◆ **EXCERPTED DATA**:
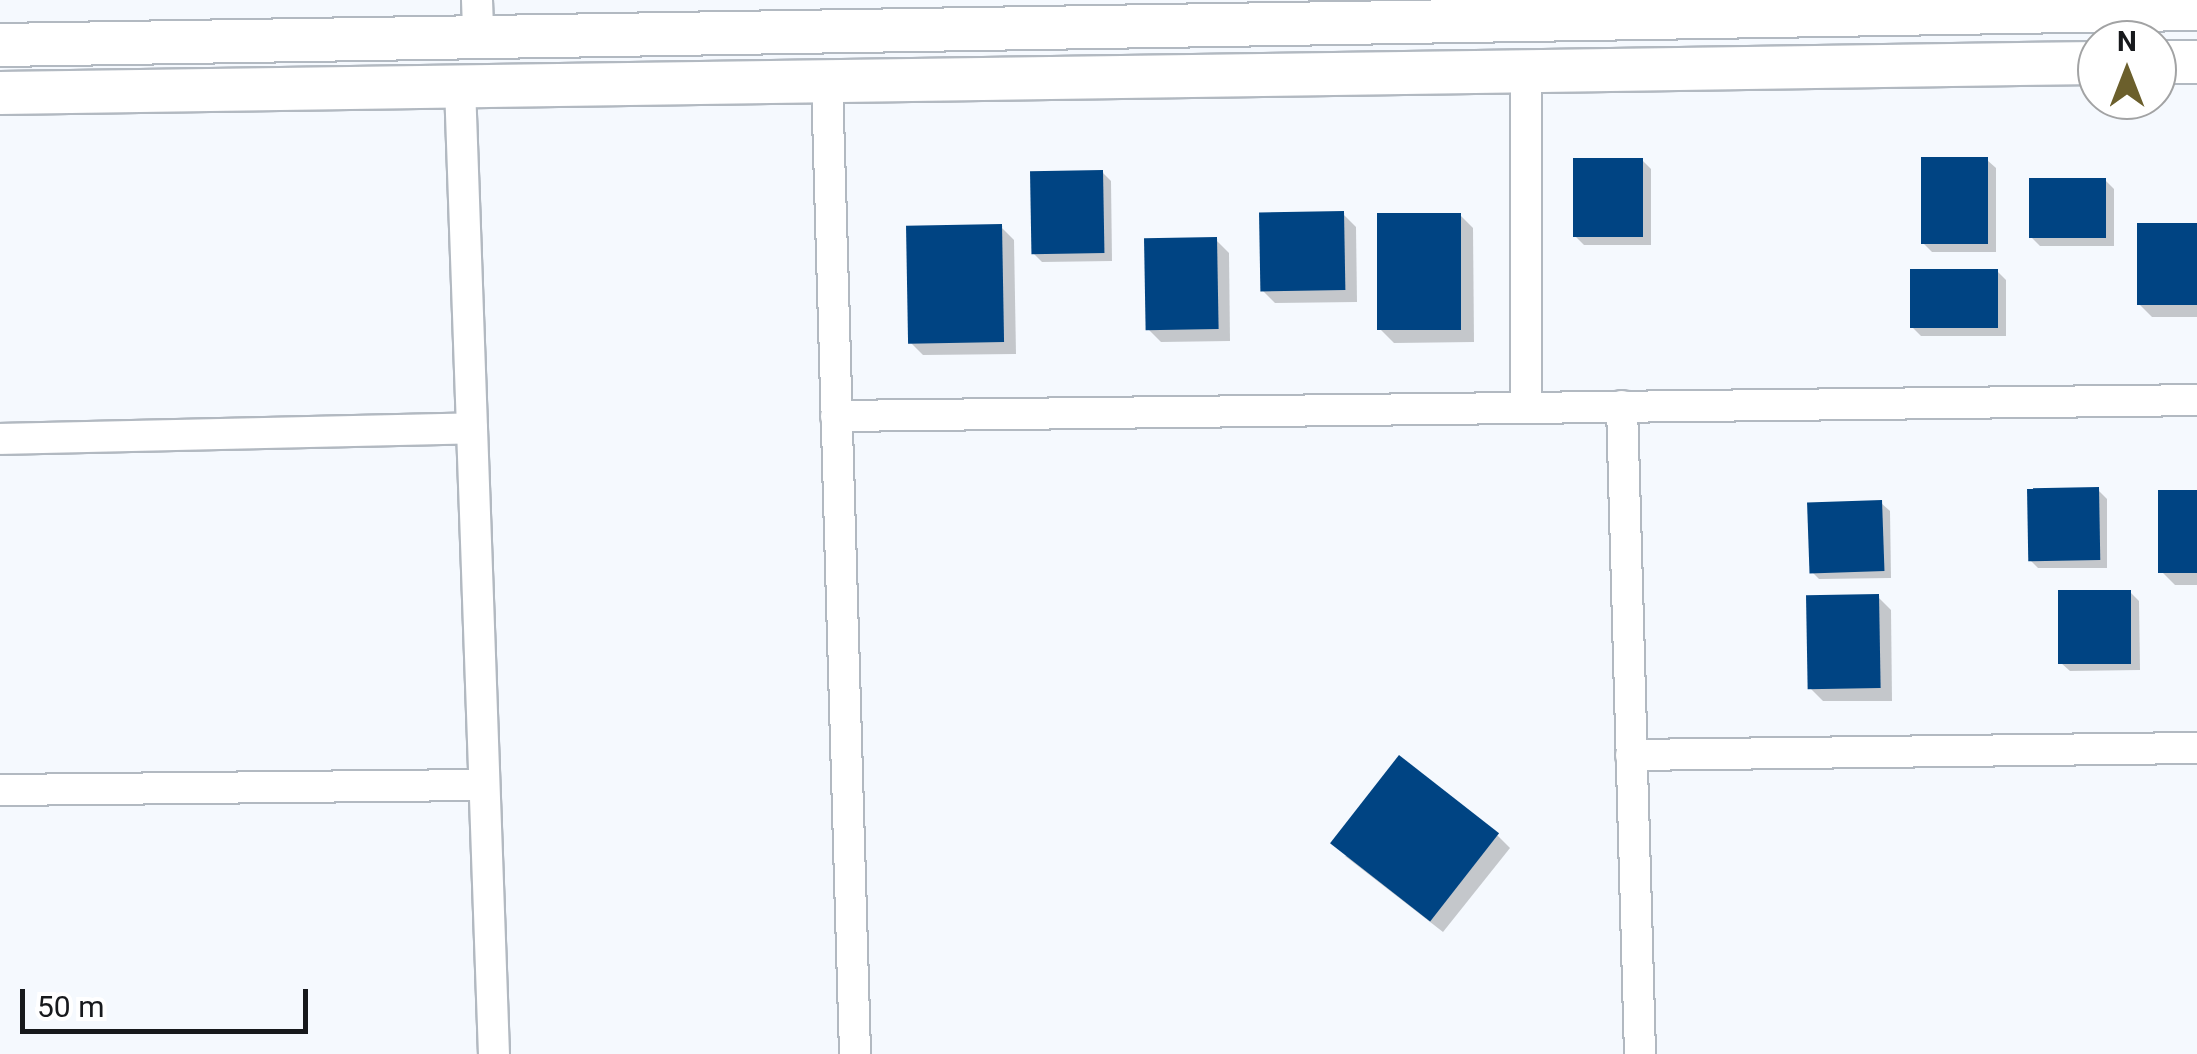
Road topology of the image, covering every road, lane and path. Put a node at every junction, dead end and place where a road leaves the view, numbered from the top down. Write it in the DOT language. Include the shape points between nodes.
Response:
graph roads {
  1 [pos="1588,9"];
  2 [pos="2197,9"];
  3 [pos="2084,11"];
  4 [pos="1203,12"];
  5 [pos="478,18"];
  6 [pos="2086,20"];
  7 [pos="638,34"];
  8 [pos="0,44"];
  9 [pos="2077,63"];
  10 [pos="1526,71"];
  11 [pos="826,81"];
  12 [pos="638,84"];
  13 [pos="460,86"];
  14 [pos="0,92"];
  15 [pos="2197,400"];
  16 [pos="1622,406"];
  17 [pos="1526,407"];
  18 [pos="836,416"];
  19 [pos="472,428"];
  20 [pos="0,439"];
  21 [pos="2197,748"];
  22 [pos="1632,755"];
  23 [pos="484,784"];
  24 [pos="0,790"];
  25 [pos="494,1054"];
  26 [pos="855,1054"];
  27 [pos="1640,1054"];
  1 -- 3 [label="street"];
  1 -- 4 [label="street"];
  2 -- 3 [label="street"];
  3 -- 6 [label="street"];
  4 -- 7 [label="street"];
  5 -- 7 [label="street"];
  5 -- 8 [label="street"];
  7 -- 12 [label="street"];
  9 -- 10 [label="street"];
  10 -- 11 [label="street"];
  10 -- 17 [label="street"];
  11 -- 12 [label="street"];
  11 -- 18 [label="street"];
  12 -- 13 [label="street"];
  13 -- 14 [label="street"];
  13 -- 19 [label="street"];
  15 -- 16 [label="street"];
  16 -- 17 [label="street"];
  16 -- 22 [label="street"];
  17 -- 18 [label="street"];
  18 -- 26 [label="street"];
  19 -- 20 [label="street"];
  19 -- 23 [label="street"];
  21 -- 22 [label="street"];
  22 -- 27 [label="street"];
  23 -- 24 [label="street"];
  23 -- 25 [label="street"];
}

◆ **TASK**:
Word for word, output the whole listing, but not its pictures.

◆ **COMPLETED EXERCISE**:
Road topology of the image, covering every road, lane and path. Put a node at every junction, dead end and place where a road leaves the view, numbered from the top down. Write it in the DOT language. Include the shape points between nodes.
Response:
graph roads {
  1 [pos="1588,9"];
  2 [pos="2197,9"];
  3 [pos="2084,11"];
  4 [pos="1203,12"];
  5 [pos="478,18"];
  6 [pos="2086,20"];
  7 [pos="638,34"];
  8 [pos="0,44"];
  9 [pos="2077,63"];
  10 [pos="1526,71"];
  11 [pos="826,81"];
  12 [pos="638,84"];
  13 [pos="460,86"];
  14 [pos="0,92"];
  15 [pos="2197,400"];
  16 [pos="1622,406"];
  17 [pos="1526,407"];
  18 [pos="836,416"];
  19 [pos="472,428"];
  20 [pos="0,439"];
  21 [pos="2197,748"];
  22 [pos="1632,755"];
  23 [pos="484,784"];
  24 [pos="0,790"];
  25 [pos="494,1054"];
  26 [pos="855,1054"];
  27 [pos="1640,1054"];
  1 -- 3 [label="street"];
  1 -- 4 [label="street"];
  2 -- 3 [label="street"];
  3 -- 6 [label="street"];
  4 -- 7 [label="street"];
  5 -- 7 [label="street"];
  5 -- 8 [label="street"];
  7 -- 12 [label="street"];
  9 -- 10 [label="street"];
  10 -- 11 [label="street"];
  10 -- 17 [label="street"];
  11 -- 12 [label="street"];
  11 -- 18 [label="street"];
  12 -- 13 [label="street"];
  13 -- 14 [label="street"];
  13 -- 19 [label="street"];
  15 -- 16 [label="street"];
  16 -- 17 [label="street"];
  16 -- 22 [label="street"];
  17 -- 18 [label="street"];
  18 -- 26 [label="street"];
  19 -- 20 [label="street"];
  19 -- 23 [label="street"];
  21 -- 22 [label="street"];
  22 -- 27 [label="street"];
  23 -- 24 [label="street"];
  23 -- 25 [label="street"];
}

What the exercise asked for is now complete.